§ THE TASK: Report each line of the entries that contains the word "Viñas", copied in full.
BEGIN RECORDS SUPPLIED
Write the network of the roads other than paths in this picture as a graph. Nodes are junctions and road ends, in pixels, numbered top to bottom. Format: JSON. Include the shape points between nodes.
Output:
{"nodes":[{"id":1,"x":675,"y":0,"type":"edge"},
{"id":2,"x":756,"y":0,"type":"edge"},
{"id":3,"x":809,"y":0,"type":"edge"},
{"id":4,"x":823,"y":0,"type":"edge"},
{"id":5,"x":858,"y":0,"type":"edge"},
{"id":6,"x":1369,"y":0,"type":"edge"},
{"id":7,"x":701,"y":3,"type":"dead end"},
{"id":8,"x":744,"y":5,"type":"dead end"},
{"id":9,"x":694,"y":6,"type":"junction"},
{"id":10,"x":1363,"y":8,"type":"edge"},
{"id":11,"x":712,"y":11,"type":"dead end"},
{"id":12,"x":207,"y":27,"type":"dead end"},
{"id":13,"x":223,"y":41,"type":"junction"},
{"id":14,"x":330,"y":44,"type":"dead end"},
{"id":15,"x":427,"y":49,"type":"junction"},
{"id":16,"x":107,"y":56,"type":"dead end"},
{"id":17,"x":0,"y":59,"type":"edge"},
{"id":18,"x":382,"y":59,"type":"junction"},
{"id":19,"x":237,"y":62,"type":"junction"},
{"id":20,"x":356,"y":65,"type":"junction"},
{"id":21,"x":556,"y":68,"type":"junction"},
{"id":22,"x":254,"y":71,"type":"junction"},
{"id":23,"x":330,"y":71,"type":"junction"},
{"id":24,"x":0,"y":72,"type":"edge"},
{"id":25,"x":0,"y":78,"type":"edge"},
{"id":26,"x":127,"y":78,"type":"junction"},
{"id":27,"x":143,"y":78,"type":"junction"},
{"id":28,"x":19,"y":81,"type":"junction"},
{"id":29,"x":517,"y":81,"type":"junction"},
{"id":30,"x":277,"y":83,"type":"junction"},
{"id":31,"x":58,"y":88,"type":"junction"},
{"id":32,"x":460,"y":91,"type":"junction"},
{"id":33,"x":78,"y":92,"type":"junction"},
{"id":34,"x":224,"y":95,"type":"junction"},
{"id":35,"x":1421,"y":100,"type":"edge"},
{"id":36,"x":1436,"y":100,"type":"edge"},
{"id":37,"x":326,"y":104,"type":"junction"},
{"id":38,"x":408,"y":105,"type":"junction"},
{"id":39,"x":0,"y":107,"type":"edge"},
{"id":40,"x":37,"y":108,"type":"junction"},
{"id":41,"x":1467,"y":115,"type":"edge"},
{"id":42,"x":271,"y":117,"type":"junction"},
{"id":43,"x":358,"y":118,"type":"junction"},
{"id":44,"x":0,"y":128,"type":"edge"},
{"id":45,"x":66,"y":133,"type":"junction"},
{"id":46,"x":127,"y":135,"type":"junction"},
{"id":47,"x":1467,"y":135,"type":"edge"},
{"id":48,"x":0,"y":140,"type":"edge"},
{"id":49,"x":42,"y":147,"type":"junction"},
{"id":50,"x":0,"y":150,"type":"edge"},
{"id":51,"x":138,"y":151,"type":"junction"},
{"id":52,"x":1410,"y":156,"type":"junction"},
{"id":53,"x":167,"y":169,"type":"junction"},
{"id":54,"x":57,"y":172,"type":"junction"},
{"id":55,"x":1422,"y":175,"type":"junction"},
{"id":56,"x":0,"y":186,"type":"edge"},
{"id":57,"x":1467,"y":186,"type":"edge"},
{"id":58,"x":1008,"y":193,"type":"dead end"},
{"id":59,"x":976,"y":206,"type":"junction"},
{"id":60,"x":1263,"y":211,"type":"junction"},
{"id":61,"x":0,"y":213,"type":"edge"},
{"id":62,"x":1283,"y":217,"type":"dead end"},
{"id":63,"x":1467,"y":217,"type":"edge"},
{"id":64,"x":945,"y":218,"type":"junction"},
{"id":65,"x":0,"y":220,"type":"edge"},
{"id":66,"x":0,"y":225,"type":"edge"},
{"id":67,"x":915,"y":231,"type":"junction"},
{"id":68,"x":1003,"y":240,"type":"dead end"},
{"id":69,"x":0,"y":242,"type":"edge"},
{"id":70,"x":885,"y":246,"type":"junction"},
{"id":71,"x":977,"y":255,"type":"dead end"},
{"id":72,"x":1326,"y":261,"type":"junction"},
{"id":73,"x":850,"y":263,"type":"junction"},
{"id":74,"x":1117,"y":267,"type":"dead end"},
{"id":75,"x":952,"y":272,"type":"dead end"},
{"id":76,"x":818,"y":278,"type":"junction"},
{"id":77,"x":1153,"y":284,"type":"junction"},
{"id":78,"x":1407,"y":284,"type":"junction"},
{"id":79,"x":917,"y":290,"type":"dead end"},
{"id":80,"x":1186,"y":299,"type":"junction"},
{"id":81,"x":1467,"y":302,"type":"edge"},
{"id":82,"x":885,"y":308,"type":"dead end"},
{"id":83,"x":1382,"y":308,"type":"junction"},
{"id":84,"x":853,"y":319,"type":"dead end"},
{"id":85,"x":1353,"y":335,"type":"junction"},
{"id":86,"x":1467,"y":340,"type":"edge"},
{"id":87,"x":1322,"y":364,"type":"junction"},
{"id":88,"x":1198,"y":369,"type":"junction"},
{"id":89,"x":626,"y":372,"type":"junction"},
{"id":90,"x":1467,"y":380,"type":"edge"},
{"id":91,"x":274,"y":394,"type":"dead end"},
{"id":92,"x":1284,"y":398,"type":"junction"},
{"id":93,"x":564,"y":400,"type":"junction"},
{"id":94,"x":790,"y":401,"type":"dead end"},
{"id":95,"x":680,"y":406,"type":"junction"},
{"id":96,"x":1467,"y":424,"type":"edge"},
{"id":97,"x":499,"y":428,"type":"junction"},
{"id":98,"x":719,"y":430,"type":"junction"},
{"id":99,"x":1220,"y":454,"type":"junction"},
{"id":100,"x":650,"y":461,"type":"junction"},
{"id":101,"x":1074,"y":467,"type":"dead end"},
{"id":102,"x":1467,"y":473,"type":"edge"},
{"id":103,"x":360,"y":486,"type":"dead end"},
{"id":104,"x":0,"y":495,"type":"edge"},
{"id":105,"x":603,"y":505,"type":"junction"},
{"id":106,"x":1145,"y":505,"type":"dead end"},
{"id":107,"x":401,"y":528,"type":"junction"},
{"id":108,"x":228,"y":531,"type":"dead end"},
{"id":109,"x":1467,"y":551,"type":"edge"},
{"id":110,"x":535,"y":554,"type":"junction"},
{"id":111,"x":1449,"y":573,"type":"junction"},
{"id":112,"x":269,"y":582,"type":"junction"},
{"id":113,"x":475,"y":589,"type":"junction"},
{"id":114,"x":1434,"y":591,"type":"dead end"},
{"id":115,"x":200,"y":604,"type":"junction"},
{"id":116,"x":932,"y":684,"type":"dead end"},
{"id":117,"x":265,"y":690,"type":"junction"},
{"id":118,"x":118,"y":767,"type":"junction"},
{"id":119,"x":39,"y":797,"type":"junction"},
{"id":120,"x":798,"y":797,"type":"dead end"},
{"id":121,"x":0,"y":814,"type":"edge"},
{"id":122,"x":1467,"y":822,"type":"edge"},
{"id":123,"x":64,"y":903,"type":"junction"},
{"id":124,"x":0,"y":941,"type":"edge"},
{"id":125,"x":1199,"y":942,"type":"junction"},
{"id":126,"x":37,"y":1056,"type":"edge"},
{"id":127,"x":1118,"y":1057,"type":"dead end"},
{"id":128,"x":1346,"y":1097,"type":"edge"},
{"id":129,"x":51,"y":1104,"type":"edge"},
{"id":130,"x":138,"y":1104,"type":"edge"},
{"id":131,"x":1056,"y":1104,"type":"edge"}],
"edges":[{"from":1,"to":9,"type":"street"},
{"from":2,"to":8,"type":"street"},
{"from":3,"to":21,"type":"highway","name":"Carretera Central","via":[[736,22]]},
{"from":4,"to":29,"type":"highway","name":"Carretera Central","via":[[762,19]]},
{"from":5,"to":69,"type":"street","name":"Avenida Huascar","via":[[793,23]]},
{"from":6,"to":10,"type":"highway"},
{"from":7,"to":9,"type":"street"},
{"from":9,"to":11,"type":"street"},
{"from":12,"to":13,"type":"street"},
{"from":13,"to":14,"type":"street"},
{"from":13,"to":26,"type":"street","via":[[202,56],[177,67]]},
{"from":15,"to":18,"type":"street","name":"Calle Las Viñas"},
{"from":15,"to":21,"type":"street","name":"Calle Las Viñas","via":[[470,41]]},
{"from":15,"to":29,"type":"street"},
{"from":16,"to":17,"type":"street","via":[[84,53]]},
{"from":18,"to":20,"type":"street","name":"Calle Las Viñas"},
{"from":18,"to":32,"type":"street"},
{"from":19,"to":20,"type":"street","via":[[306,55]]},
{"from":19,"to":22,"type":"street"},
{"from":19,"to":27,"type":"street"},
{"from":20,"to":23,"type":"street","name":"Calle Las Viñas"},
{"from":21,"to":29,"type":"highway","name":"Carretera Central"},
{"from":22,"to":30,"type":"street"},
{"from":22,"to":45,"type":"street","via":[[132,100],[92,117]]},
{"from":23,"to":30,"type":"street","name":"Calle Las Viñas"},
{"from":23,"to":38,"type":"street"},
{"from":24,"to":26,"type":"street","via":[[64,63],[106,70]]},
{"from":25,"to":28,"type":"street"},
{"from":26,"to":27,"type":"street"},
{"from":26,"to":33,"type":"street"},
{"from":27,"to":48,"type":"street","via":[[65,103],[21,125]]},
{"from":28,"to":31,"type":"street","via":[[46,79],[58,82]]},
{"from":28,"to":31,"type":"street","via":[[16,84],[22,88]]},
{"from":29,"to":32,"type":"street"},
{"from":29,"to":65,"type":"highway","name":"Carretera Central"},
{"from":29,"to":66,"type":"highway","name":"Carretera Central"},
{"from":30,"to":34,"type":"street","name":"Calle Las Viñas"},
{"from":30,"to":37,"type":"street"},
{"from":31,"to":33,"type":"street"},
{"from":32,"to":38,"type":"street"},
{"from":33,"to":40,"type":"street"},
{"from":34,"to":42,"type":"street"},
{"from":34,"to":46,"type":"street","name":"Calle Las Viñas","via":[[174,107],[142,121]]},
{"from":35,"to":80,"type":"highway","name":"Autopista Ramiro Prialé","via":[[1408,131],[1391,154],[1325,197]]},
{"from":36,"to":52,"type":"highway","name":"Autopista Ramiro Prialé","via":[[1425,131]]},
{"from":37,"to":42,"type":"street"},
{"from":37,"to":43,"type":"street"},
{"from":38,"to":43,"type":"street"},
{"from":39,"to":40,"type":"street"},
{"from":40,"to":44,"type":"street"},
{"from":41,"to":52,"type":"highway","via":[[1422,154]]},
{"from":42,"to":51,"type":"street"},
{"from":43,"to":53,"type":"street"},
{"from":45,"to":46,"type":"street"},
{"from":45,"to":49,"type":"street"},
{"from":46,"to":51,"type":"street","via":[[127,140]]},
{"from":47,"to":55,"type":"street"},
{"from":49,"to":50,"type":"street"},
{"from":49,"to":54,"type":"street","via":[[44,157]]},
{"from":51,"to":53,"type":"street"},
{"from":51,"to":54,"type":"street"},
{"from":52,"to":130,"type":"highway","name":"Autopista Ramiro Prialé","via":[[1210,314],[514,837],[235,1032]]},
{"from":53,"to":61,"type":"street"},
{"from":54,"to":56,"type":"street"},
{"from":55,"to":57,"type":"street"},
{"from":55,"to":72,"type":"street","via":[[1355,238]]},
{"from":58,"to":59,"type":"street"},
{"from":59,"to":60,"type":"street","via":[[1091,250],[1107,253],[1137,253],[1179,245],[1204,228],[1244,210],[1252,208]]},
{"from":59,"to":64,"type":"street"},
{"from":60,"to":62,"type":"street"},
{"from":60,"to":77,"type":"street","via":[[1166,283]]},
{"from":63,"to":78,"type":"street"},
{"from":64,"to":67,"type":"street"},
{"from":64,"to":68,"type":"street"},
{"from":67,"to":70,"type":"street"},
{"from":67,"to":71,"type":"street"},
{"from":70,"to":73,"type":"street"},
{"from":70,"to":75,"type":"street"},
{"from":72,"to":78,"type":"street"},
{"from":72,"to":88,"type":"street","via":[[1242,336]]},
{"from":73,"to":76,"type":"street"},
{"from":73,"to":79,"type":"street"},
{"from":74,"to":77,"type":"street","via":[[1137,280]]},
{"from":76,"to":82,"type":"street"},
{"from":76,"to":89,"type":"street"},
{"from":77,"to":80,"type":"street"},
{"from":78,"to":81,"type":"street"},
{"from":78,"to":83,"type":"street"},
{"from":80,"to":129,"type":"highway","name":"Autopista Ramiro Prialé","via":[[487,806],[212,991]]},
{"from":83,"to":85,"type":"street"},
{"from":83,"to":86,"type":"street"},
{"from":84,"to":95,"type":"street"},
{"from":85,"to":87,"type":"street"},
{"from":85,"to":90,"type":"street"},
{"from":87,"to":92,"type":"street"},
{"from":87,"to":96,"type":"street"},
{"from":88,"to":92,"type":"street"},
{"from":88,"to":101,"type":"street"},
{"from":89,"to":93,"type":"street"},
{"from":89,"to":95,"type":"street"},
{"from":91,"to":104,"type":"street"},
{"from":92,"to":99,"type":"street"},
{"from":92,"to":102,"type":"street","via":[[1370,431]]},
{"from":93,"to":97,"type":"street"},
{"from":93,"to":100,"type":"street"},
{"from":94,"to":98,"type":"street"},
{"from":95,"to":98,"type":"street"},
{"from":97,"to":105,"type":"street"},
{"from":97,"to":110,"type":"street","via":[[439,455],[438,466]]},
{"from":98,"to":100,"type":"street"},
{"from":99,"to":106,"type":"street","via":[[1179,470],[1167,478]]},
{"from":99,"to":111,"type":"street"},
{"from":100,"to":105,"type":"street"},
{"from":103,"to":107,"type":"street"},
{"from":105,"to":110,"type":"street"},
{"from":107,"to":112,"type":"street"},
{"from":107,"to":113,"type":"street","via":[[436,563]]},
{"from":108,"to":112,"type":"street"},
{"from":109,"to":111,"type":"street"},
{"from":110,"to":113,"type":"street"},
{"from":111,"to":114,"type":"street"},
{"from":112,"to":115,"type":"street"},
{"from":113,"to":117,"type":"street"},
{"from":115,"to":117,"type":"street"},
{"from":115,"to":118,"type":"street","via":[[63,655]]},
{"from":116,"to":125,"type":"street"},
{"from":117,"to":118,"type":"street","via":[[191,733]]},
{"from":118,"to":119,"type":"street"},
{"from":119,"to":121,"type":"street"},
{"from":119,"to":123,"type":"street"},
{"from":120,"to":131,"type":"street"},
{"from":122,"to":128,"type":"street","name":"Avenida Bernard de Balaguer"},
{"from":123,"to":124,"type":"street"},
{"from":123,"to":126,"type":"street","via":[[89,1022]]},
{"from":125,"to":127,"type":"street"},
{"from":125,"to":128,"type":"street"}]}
END RECORDS SUPPLIED
§ ANSWER BOX:
{"from":15,"to":18,"type":"street","name":"Calle Las Viñas"},
{"from":15,"to":21,"type":"street","name":"Calle Las Viñas","via":[[470,41]]},
{"from":18,"to":20,"type":"street","name":"Calle Las Viñas"},
{"from":20,"to":23,"type":"street","name":"Calle Las Viñas"},
{"from":23,"to":30,"type":"street","name":"Calle Las Viñas"},
{"from":30,"to":34,"type":"street","name":"Calle Las Viñas"},
{"from":34,"to":46,"type":"street","name":"Calle Las Viñas","via":[[174,107],[142,121]]},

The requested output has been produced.